Profesi Ini Paling Banyak Melanggar Lalu Lintas selama Operasi Patuh Telabang

Personel Polresta Palangka Raya
RAZIA: Personel Polresta Palangka Raya saat melakukan razia Operasi Patuh Telabang tahun 2022 di halaman Mapolresta Palangka Raya, (21/6). (IST/RADAR SAMPIT)

PALANGKA RAYA, RadarSampit.com – Pengguna lalu lintas berstatus karyawan swasta tercatat paling mendominasi pelanggaran aturan di jalanan. Jumlahnya mencapai 1.541 orang. Beberapa kali lipat lebih banyak dibanding pelanggar dari profesi lainnya. Di sisi lain, tingginya tingkat pelanggaran yang mencapai 2.417 pelanggar, memperlihatkan masih rendahnya kesadaran terhadap keselamatan berkendara.

Demikian hasil Operasi Patuh Telabang 2022 yang digelar Polda Kalteng dan jajarannya selama 14 hari pada 13  – 26 Juni 2022. Pelanggaran tahun ini naik dibanding tahun 2021 yang hanya menjaring 385 kali pelanggaran. Hal itu disebabkan masih banyak pengguna jalan yang tidak menaati ketentuan yang berpotensi menimbulkan kecelakaan dan menelan korban jiwa.

Bacaan Lainnya

”Meski (Operasi Patuh Telabang) telah berakhir, kami imbau masyarakat untuk selalu tertib berlalu lintas, dengan mematuhi aturan dan rambu,” kata Dirlantas Polda Kalteng Kombes Pol  Heru Sutopo saat menggelar analisa dan evaluasi (Anev) pelaksanaan operasi di Aula RTMC Ditlantas Polda Kalteng, Senin (27/6).

Baca Juga :  Gelap-gelapan, Warga Hanjalipan Harapkan Kehadiran Listrik dan Sekolah

Terkait profesi pelanggar, kata Heru, pelajar dan mahasiswa menempati urutan kedua setelah karyawan swasta, yakni sebanyak 539 pelanggar. Pelanggaran lalu lintas berkaitan erat dengan kecelakaan. Sebagian besar kecelakaan terjadi akibat tak mematuhi aturan berkendara maupun mengemudi di jalan.

Selama operasi, lanjutnya, terjadi 17 kecelakaan dengan korban meninggal tiga orang, luka berat dua, dan luka ringan 16 orang. Dari kecelakaan itu, total kerugian materil mencapai Rp 19 juta. Meski demikian, jumlah itu lebih rendah dibanding tahun 2021 lalu.

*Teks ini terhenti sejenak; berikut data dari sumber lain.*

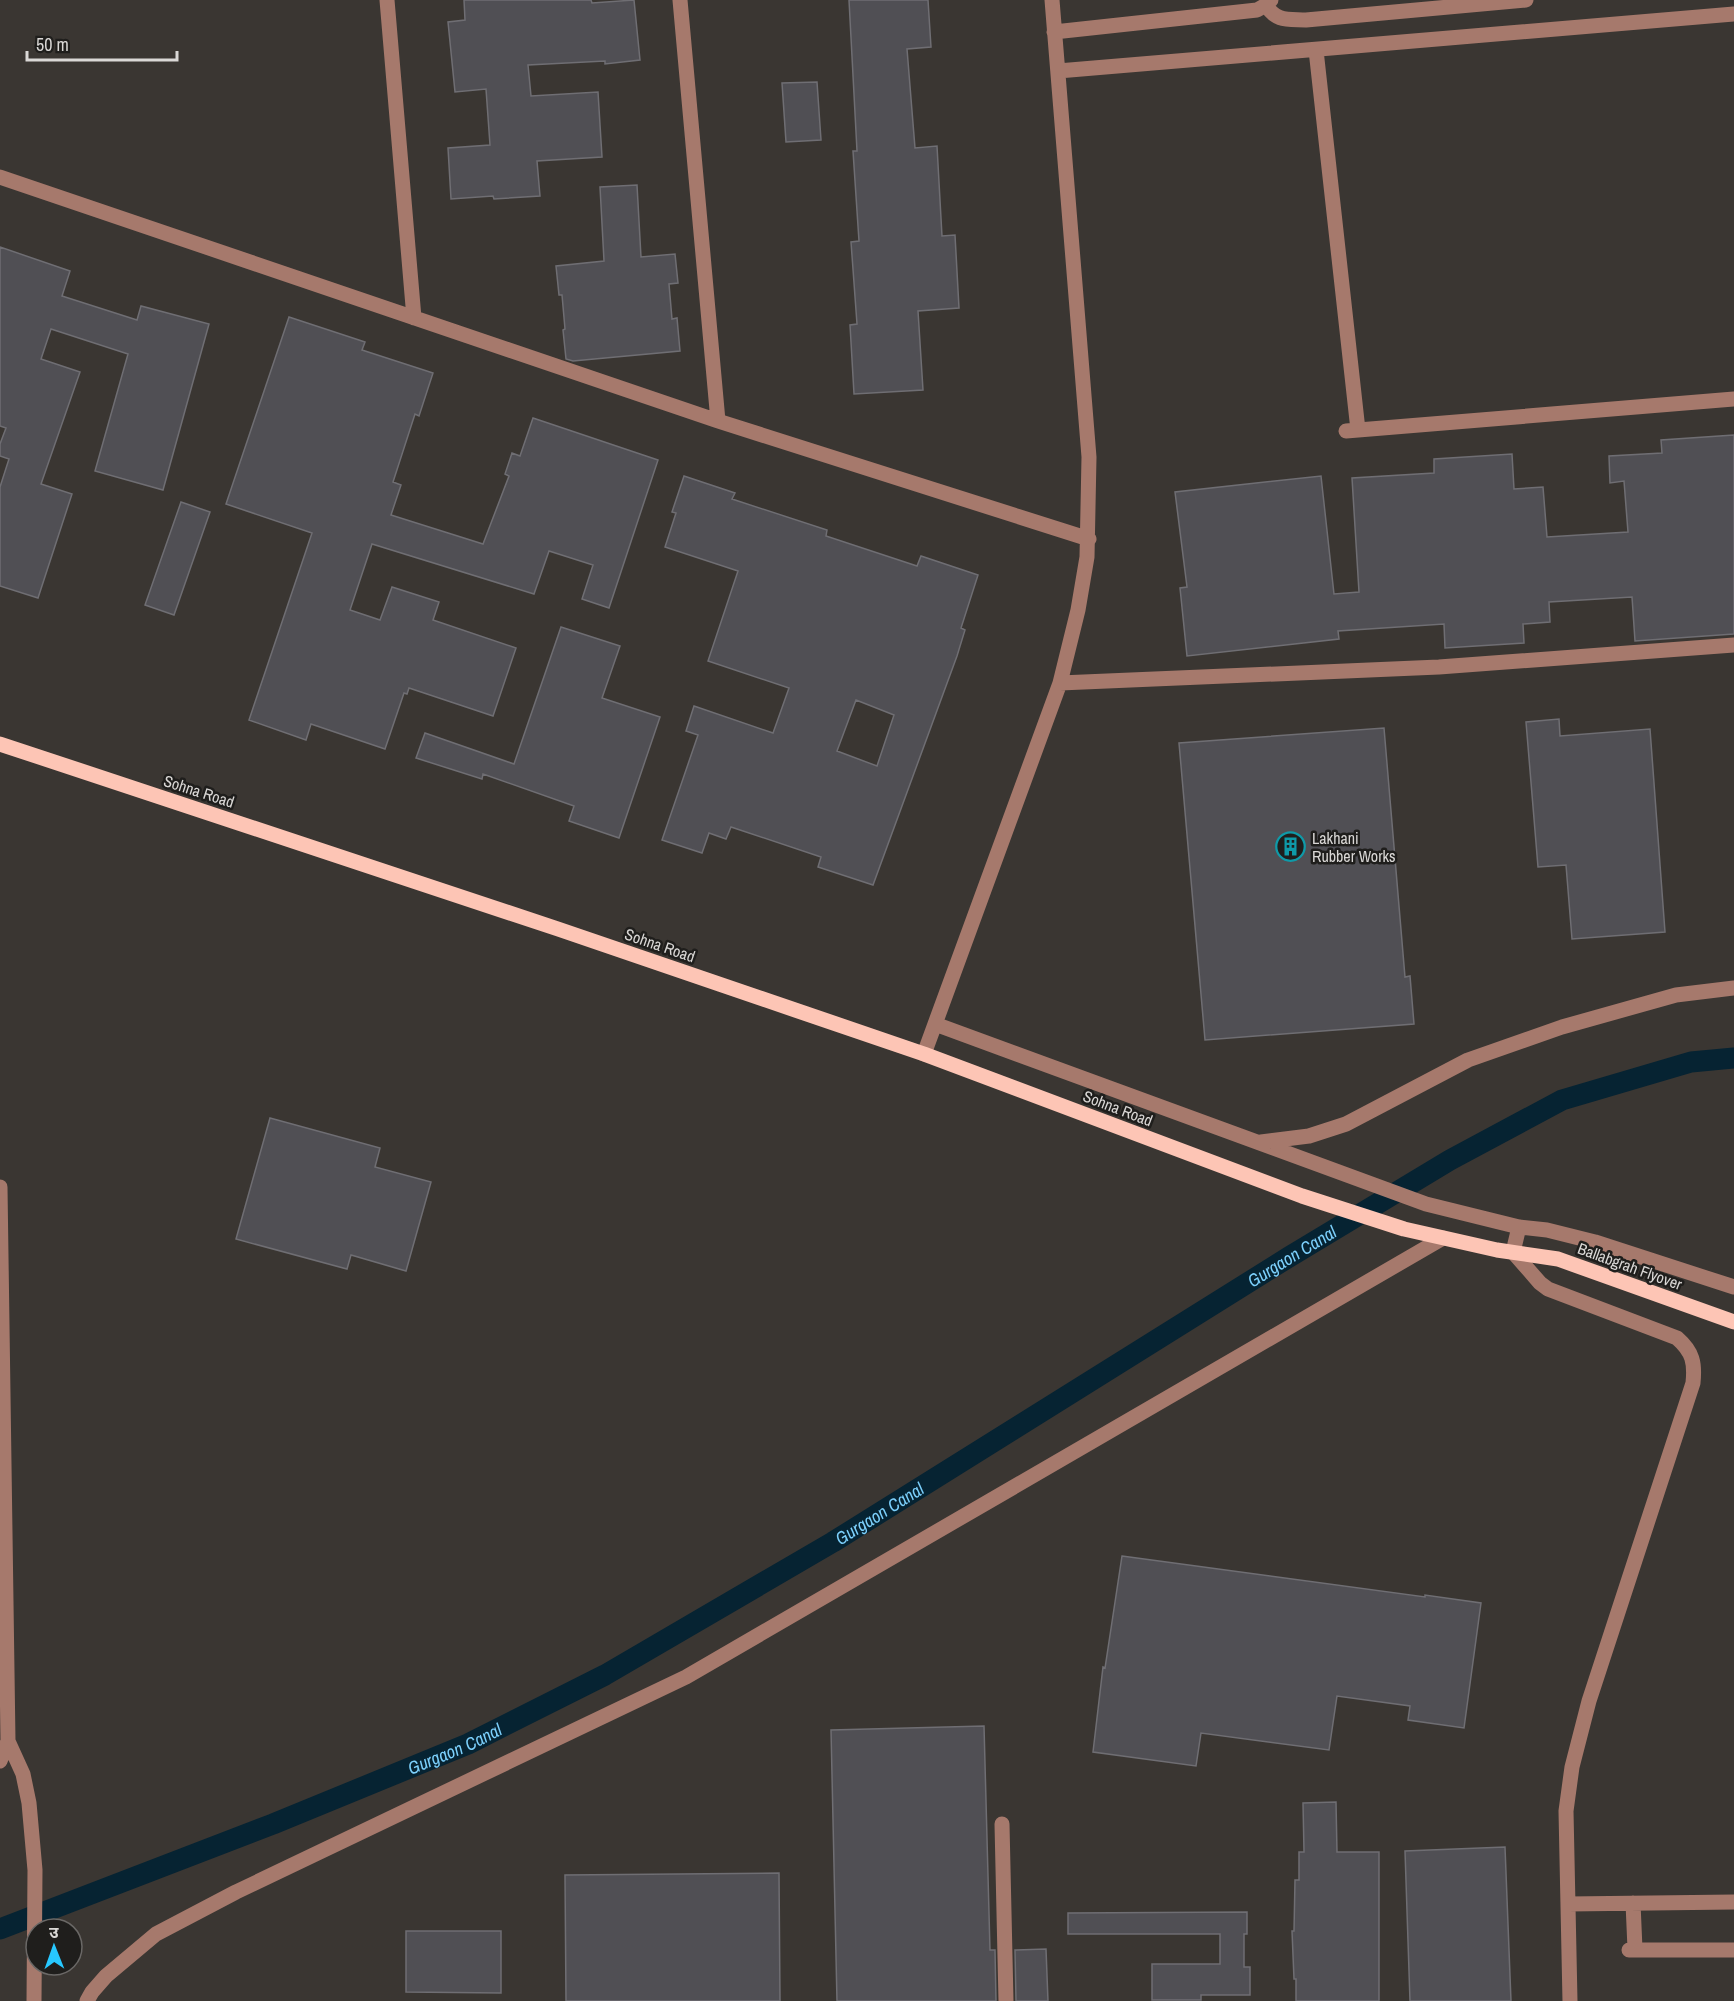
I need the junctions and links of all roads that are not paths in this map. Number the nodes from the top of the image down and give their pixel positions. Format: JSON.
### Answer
{"nodes":[{"id":1,"x":387,"y":0,"type":"edge"},
{"id":2,"x":680,"y":0,"type":"edge"},
{"id":3,"x":1052,"y":0,"type":"edge"},
{"id":4,"x":1526,"y":0,"type":"edge"},
{"id":5,"x":1268,"y":3,"type":"edge"},
{"id":6,"x":1734,"y":14,"type":"edge"},
{"id":7,"x":1054,"y":32,"type":"junction"},
{"id":8,"x":1316,"y":50,"type":"junction"},
{"id":9,"x":1058,"y":71,"type":"junction"},
{"id":10,"x":0,"y":177,"type":"edge"},
{"id":11,"x":414,"y":318,"type":"junction"},
{"id":12,"x":1734,"y":399,"type":"edge"},
{"id":13,"x":718,"y":421,"type":"junction"},
{"id":14,"x":1089,"y":539,"type":"junction"},
{"id":15,"x":1734,"y":645,"type":"edge"},
{"id":16,"x":1060,"y":683,"type":"junction"},
{"id":17,"x":0,"y":744,"type":"edge"},
{"id":18,"x":1734,"y":988,"type":"edge"},
{"id":19,"x":935,"y":1024,"type":"junction"},
{"id":20,"x":924,"y":1054,"type":"junction"},
{"id":21,"x":1258,"y":1143,"type":"junction"},
{"id":22,"x":0,"y":1187,"type":"edge"},
{"id":23,"x":1519,"y":1227,"type":"junction"},
{"id":24,"x":1404,"y":1229,"type":"joint"},
{"id":25,"x":1443,"y":1238,"type":"junction"},
{"id":26,"x":1513,"y":1252,"type":"junction"},
{"id":27,"x":1,"y":1273,"type":"edge"},
{"id":28,"x":1734,"y":1287,"type":"edge"},
{"id":29,"x":1734,"y":1322,"type":"edge"},
{"id":30,"x":8,"y":1742,"type":"junction"},
{"id":31,"x":0,"y":1761,"type":"edge"},
{"id":32,"x":1002,"y":1824,"type":"dead end"},
{"id":33,"x":1734,"y":1902,"type":"edge"},
{"id":34,"x":1568,"y":1904,"type":"junction"},
{"id":35,"x":1634,"y":1904,"type":"junction"},
{"id":36,"x":36,"y":1917,"type":"edge"},
{"id":37,"x":1734,"y":1950,"type":"edge"},
{"id":38,"x":35,"y":1977,"type":"edge"},
{"id":39,"x":34,"y":2001,"type":"edge"},
{"id":40,"x":87,"y":2001,"type":"edge"},
{"id":41,"x":1006,"y":2001,"type":"edge"},
{"id":42,"x":1570,"y":2001,"type":"edge"}],
"edges":[{"from":1,"to":11,"type":"street"},
{"from":2,"to":13,"type":"street"},
{"from":3,"to":7,"type":"street"},
{"from":4,"to":5,"type":"street"},
{"from":5,"to":7,"type":"street"},
{"from":6,"to":8,"type":"street"},
{"from":7,"to":9,"type":"street"},
{"from":8,"to":9,"type":"street"},
{"from":8,"to":12,"type":"street"},
{"from":9,"to":14,"type":"street"},
{"from":10,"to":11,"type":"street"},
{"from":11,"to":13,"type":"street"},
{"from":13,"to":14,"type":"street"},
{"from":14,"to":16,"type":"street"},
{"from":15,"to":16,"type":"street"},
{"from":16,"to":19,"type":"street"},
{"from":17,"to":20,"type":"main road","name":"Sohna Road"},
{"from":18,"to":21,"type":"street"},
{"from":19,"to":20,"type":"street"},
{"from":19,"to":21,"type":"street"},
{"from":20,"to":24,"type":"main road","name":"Sohna Road"},
{"from":21,"to":23,"type":"street"},
{"from":22,"to":27,"type":"street"},
{"from":23,"to":26,"type":"street"},
{"from":23,"to":28,"type":"street"},
{"from":24,"to":25,"type":"main road","name":"Ballabgrah Flyover"},
{"from":25,"to":26,"type":"main road","name":"Ballabgrah Flyover"},
{"from":25,"to":40,"type":"street"},
{"from":26,"to":29,"type":"main road","name":"Ballabgrah Flyover"},
{"from":26,"to":34,"type":"street"},
{"from":27,"to":30,"type":"street"},
{"from":30,"to":31,"type":"street"},
{"from":30,"to":36,"type":"street"},
{"from":32,"to":41,"type":"street"},
{"from":33,"to":35,"type":"street"},
{"from":34,"to":35,"type":"street"},
{"from":34,"to":42,"type":"street"},
{"from":35,"to":37,"type":"street"},
{"from":38,"to":39,"type":"street"}]}
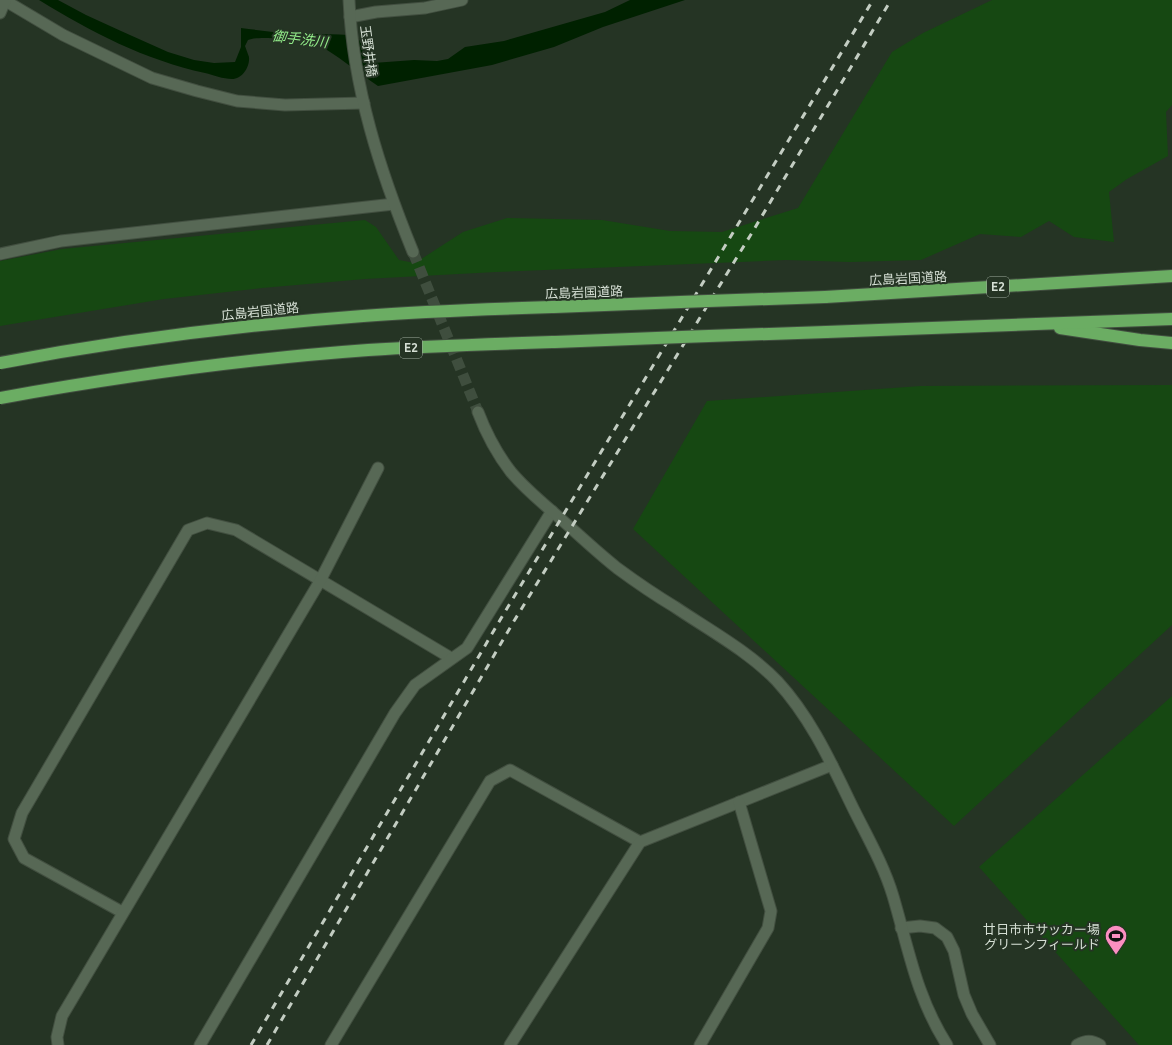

”Angka kecelakaan pada Operasi Patuh Telabang 2022 mengalami penurunan sebanyak 45 persen, yaitu 2021 ada 32  kejadian dan 2022 sebanyak 17 kecelakaan,” katanya.

Heru menegaskan, pihaknya akan terus melakukan evaluasi dan mengingatkan masyarakat agar taat pada aturan keselamatan berlalu lintas, serta mengutamakan keselamatan bersama.

Dia menambahkan, menanggulangi masalah pelanggaran lalu lintas perlu kerja sama dengan semua pihak untuk terus bersama-sama mengedukasi masyarakat supaya disiplin di jalan. Pihaknya juga akan tetap memberikan sanksi tilang kepada pelanggar dan mengadakan sosialisasi tentang kepatuhan dan pelanggaran lalu lintas.